··· RECORDS SUPPLIED

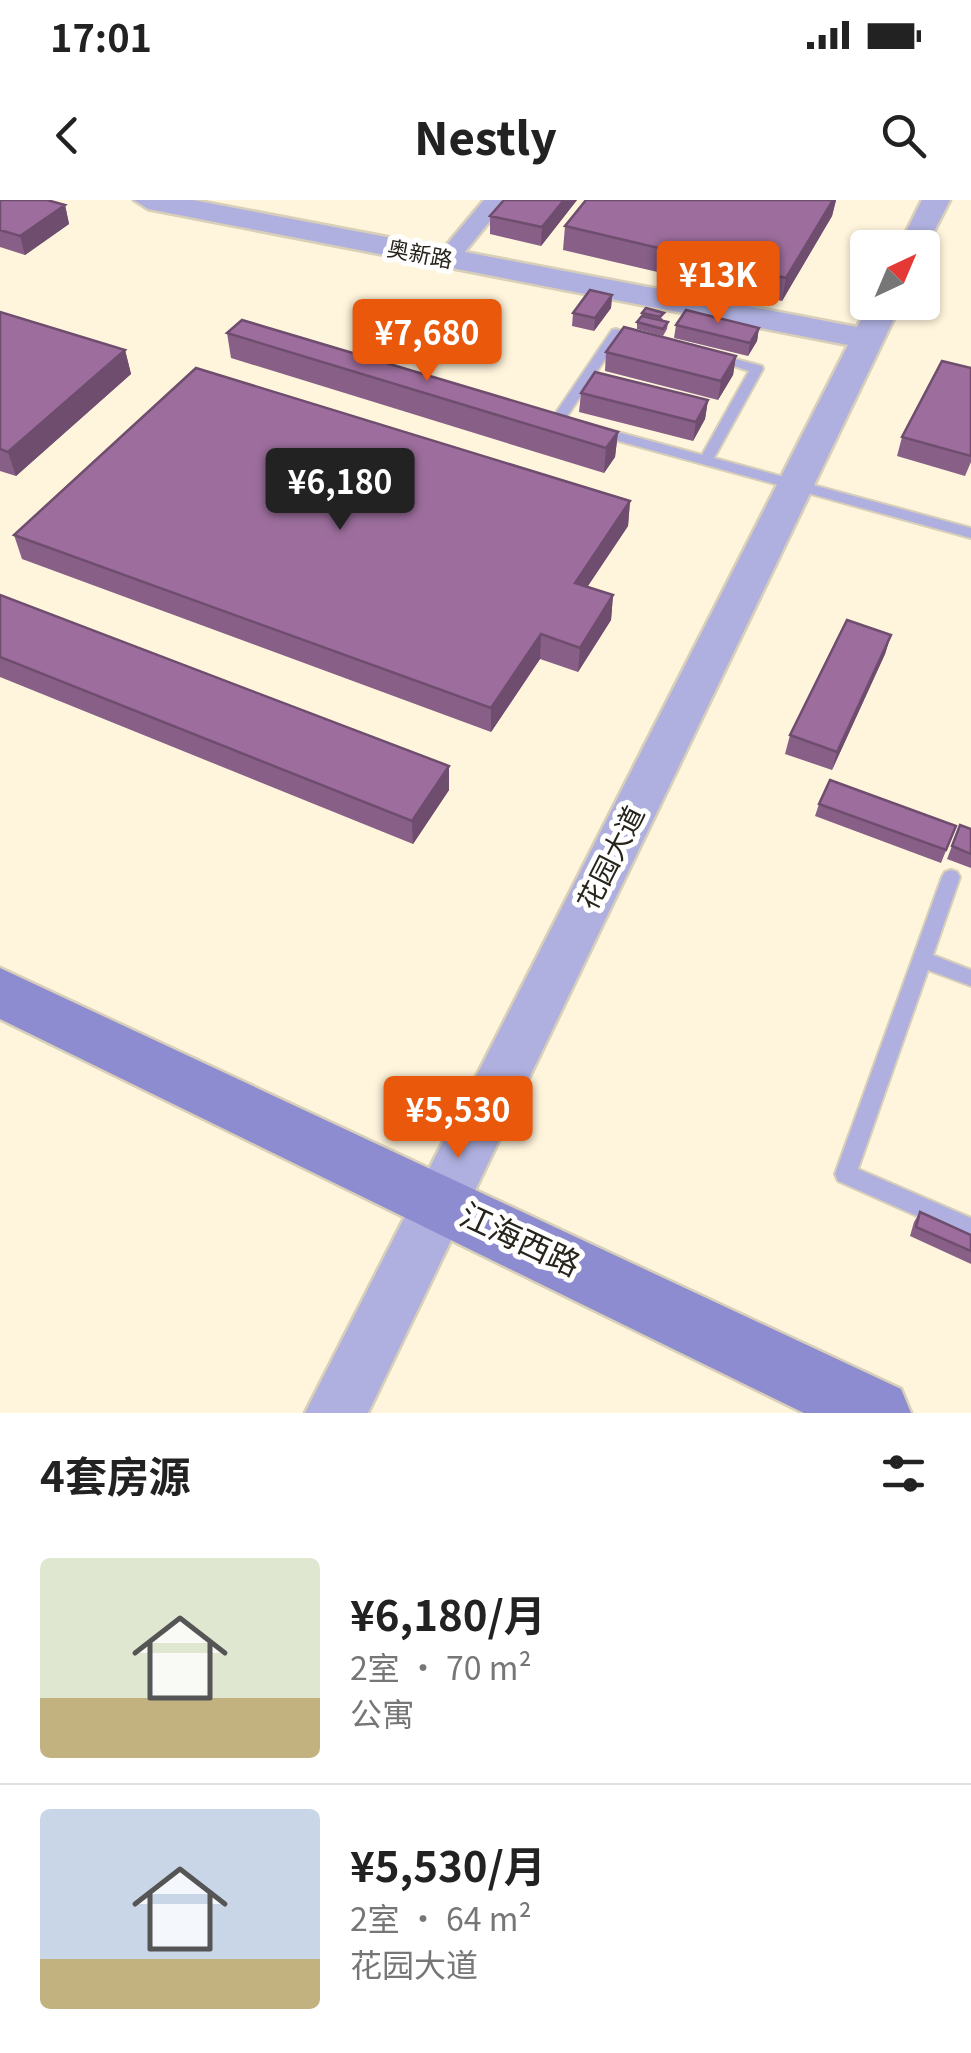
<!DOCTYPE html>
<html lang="zh">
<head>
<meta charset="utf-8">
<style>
  :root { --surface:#fff; --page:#f6f6f6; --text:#222; --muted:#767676; --line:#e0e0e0; --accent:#ea580c }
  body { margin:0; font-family:Georgia,"Noto Sans SC",serif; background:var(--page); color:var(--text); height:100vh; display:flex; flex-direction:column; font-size:38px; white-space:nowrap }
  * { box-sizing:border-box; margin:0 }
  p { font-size:32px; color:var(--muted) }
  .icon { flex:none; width:55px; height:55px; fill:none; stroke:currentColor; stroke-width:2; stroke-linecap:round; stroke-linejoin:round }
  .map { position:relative; height:1213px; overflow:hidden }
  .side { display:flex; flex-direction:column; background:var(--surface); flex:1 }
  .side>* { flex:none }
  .needle { width:65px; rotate:44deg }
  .fabs { position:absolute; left:850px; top:30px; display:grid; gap:20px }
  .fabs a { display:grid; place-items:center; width:90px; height:90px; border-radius:10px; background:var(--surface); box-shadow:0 2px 8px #0004; font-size:50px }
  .price { position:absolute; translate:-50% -85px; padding:0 22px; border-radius:10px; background:var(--accent); color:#fff; font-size:32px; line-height:65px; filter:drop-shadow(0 2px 5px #0008) }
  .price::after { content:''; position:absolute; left:50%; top:60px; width:30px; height:22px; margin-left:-15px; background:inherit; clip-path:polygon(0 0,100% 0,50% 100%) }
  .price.on { background:#222; color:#fff }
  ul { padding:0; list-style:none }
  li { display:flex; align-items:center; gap:30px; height:250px; padding:0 40px }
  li+li { border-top:2px solid var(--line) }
  li span { display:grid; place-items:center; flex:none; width:280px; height:200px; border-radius:10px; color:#555 }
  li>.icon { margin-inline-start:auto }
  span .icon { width:120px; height:120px; fill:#fffc; stroke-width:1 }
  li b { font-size:42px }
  h2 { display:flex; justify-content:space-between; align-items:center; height:120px; padding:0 40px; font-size:42px }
  .status { display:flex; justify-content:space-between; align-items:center; height:70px; padding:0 50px; background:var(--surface); direction:ltr }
  .status svg { height:28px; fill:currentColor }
  header { display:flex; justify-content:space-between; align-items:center; height:130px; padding:0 40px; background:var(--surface); font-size:45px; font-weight:800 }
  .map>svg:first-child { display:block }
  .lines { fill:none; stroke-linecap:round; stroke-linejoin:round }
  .service-casing { stroke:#d8cfb9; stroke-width:4 }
  .minor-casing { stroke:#d8cfb9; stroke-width:5 }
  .tertiary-casing { stroke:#d8cfb9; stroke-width:5 }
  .secondary-casing { stroke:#d8cfb9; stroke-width:5 }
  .service { fill:#afb0df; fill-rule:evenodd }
  .minor { fill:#afb0df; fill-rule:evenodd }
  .tertiary { fill:#afb0df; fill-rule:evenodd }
  .secondary { fill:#8e8cd1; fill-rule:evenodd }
  .wall { fill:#875f87 }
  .shaded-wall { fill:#6e4d6e }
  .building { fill:#9d6e9d; stroke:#6e4d6e; stroke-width:2.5 }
  .labels { text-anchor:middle; stroke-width:10; stroke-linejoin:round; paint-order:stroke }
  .far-street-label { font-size:22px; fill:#27241b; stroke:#fff }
  .street-label { font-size:28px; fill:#27241b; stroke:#fff }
  .near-street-label { font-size:32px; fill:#27241b; stroke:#fff }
</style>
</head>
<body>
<div class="status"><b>17:01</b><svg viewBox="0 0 49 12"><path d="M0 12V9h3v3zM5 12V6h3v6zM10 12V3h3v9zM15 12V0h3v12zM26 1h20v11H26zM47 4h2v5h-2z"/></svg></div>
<header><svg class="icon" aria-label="back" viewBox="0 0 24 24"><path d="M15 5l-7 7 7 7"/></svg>Nestly<svg class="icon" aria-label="search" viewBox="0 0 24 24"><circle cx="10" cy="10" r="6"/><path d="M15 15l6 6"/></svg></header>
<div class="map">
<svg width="971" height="1213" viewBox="0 0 971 1213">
  <rect width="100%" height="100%" fill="#fff5dc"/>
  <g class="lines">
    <defs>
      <path id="service" d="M616,129l32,11 -6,4 -23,-6 -53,80 136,37 47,-84 -39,-13 6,-4 46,12 1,3 -49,89 257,70v10l-418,-115 -2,-3 61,-90z
        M951,670l6,2 3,5 -27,78 38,15v16l-43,-16 -70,199 113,49v22l-133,-59 -3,-7 107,-297 3,-5z"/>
      <path id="minor" d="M484,0h23l-52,64h-16v-10z"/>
      <path id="tertiary" d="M134,0h59l664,127 13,-25h32l-534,1111h-63l543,-1068 -700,-136z
        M922,0h28l-28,55v-7h-24z"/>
      <path id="secondary" d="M0,768l901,421 10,24h-107l-804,-394z"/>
    </defs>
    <use href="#service" class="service-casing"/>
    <use href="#minor" class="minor-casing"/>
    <use href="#tertiary" class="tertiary-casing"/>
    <use href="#secondary" class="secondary-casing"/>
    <use href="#service" class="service"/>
    <use href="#minor" class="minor"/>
    <use href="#tertiary" class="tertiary"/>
    <use href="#secondary" class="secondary"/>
  </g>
  <path class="wall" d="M0,0l65,5 4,19 -44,31 -25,-8z
    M577,0l-36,46 -51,-12v-18z
    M586,0h250l-4,16 -50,85 -219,-51 2,-24z
    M612,95l-1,13 -17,23 -22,-5 1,-13z
    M646,108l17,11 -1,2 6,1 -1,7 -4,7 -26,-7v-7z
    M0,112l125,38 6,24 -115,102 -16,-5z
    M676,125l83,3 -2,13 -9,15 -74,-18z
    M227,133l391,99 -3,25 -11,16 -373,-115z
    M606,152l130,4 -3,19 -15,25 -113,-29z
    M971,168v94l-6,14 -68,-20 5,-19z
    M581,193l127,7 -3,19 -12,22 -114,-29z
    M630,301l-2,25 -41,61 26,8 -2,25 -33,52 -38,-13 -49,73 -469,-173 -8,-24z
    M0,395l449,171v24l-36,54 -413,-167z
    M891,435l-6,19 -53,116 -47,-16 5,-19z
    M819,604l137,22 -15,37 -126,-47z
    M960,625l11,4v39l-24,-9z
    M920,1012l51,23v29l-61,-28 4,-14z"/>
  <path class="shaded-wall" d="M564,0h13l-36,46 1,-19z
    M833,0h3l-4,16 -50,85 4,-23z
    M65,5l4,19 -44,31 -5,-19z
    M612,95l-1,13 -17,23 1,-13z
    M759,128l-2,13 -9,15 2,-13z
    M125,150l6,24 -115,102 -8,-24z
    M736,156l-3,19 -15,25 3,-19z
    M708,200l-3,19 -12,22 3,-19z
    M618,232l-3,25 -11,16 2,-25z
    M630,301l-2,25 -54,81 1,-24z
    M613,395l-2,25 -33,52 2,-24z
    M541,434l-1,25 -49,73v-24z
    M891,435l-6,19 -53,116 5,-18z
    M449,566v24l-36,54 -1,-23z"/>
  <path class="building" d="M0,0h47l18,5 -45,31 -20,-6z
    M504,0h60l-22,27 -52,-11z
    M586,0h247l-47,78 -221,-52z
    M590,90l22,5 -17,23 -22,-5z
    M646,108l18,5 -4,4 -18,-4z
    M686,110l73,18 -9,15 -74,-18z
    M0,112l125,38 -117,102 -8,-3z
    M642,116l26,6 -5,7 -26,-7z
    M242,120l376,112 -12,16 -379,-115z
    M624,127l112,29 -15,25 -115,-29z
    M942,161l29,7v88l-69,-19z
    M196,168l434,133 -55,82 38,12 -33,53 -39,-14 -50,74 -477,-173z
    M595,172l113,28 -12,22 -115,-29z
    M0,395l449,171 -37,55 -412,-164z
    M847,420l44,15 -54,117 -47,-17z
    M830,580l126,46 -10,24 -127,-46z
    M960,625l11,4v25l-19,-8z
    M920,1012l51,23v16l-55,-24z"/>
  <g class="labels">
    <g class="far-street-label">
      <text transform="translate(420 54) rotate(11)" y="8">奥新路</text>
    </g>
    <g class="street-label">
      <text transform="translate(611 658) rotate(-63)" y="10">花园大道</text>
    </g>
    <g class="near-street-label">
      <text transform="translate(520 1040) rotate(25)" y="11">江海西路</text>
    </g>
  </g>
</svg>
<div class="fabs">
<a><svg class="needle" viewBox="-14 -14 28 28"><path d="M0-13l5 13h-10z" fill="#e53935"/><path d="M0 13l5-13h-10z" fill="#767676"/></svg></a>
</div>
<b class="price" style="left:718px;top:126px">¥13K</b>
<b class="price" style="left:427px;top:184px">¥7,680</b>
<b class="price on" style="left:340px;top:333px">¥6,180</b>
<b class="price" style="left:458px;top:961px">¥5,530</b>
</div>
<section class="side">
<h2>4套房源<svg class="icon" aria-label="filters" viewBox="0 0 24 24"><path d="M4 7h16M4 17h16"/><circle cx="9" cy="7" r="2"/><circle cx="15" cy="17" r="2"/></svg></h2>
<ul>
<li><span style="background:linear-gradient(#dfe7d0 70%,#c2b280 0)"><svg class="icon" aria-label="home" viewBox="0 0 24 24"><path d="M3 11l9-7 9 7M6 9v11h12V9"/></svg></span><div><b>¥6,180/月</b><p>2室 · 70 m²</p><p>公寓</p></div></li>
<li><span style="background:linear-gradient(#c9d6e8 75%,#c2b280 0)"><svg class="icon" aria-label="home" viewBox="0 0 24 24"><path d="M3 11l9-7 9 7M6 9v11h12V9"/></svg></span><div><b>¥5,530/月</b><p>2室 · 64 m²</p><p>花园大道</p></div></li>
</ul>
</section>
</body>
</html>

······

■ **WHAT TO PRODUCE**
Each line from the one containing "M0,395l449,171 -37,55 -412,-164z" down to the final line of the listing must appear in the answer exactly as written, and no other line may.

■ **SOLUTION TO THE PROBLEM**
    M0,395l449,171 -37,55 -412,-164z
    M847,420l44,15 -54,117 -47,-17z
    M830,580l126,46 -10,24 -127,-46z
    M960,625l11,4v25l-19,-8z
    M920,1012l51,23v16l-55,-24z"/>
  <g class="labels">
    <g class="far-street-label">
      <text transform="translate(420 54) rotate(11)" y="8">奥新路</text>
    </g>
    <g class="street-label">
      <text transform="translate(611 658) rotate(-63)" y="10">花园大道</text>
    </g>
    <g class="near-street-label">
      <text transform="translate(520 1040) rotate(25)" y="11">江海西路</text>
    </g>
  </g>
</svg>
<div class="fabs">
<a><svg class="needle" viewBox="-14 -14 28 28"><path d="M0-13l5 13h-10z" fill="#e53935"/><path d="M0 13l5-13h-10z" fill="#767676"/></svg></a>
</div>
<b class="price" style="left:718px;top:126px">¥13K</b>
<b class="price" style="left:427px;top:184px">¥7,680</b>
<b class="price on" style="left:340px;top:333px">¥6,180</b>
<b class="price" style="left:458px;top:961px">¥5,530</b>
</div>
<section class="side">
<h2>4套房源<svg class="icon" aria-label="filters" viewBox="0 0 24 24"><path d="M4 7h16M4 17h16"/><circle cx="9" cy="7" r="2"/><circle cx="15" cy="17" r="2"/></svg></h2>
<ul>
<li><span style="background:linear-gradient(#dfe7d0 70%,#c2b280 0)"><svg class="icon" aria-label="home" viewBox="0 0 24 24"><path d="M3 11l9-7 9 7M6 9v11h12V9"/></svg></span><div><b>¥6,180/月</b><p>2室 · 70 m²</p><p>公寓</p></div></li>
<li><span style="background:linear-gradient(#c9d6e8 75%,#c2b280 0)"><svg class="icon" aria-label="home" viewBox="0 0 24 24"><path d="M3 11l9-7 9 7M6 9v11h12V9"/></svg></span><div><b>¥5,530/月</b><p>2室 · 64 m²</p><p>花园大道</p></div></li>
</ul>
</section>
</body>
</html>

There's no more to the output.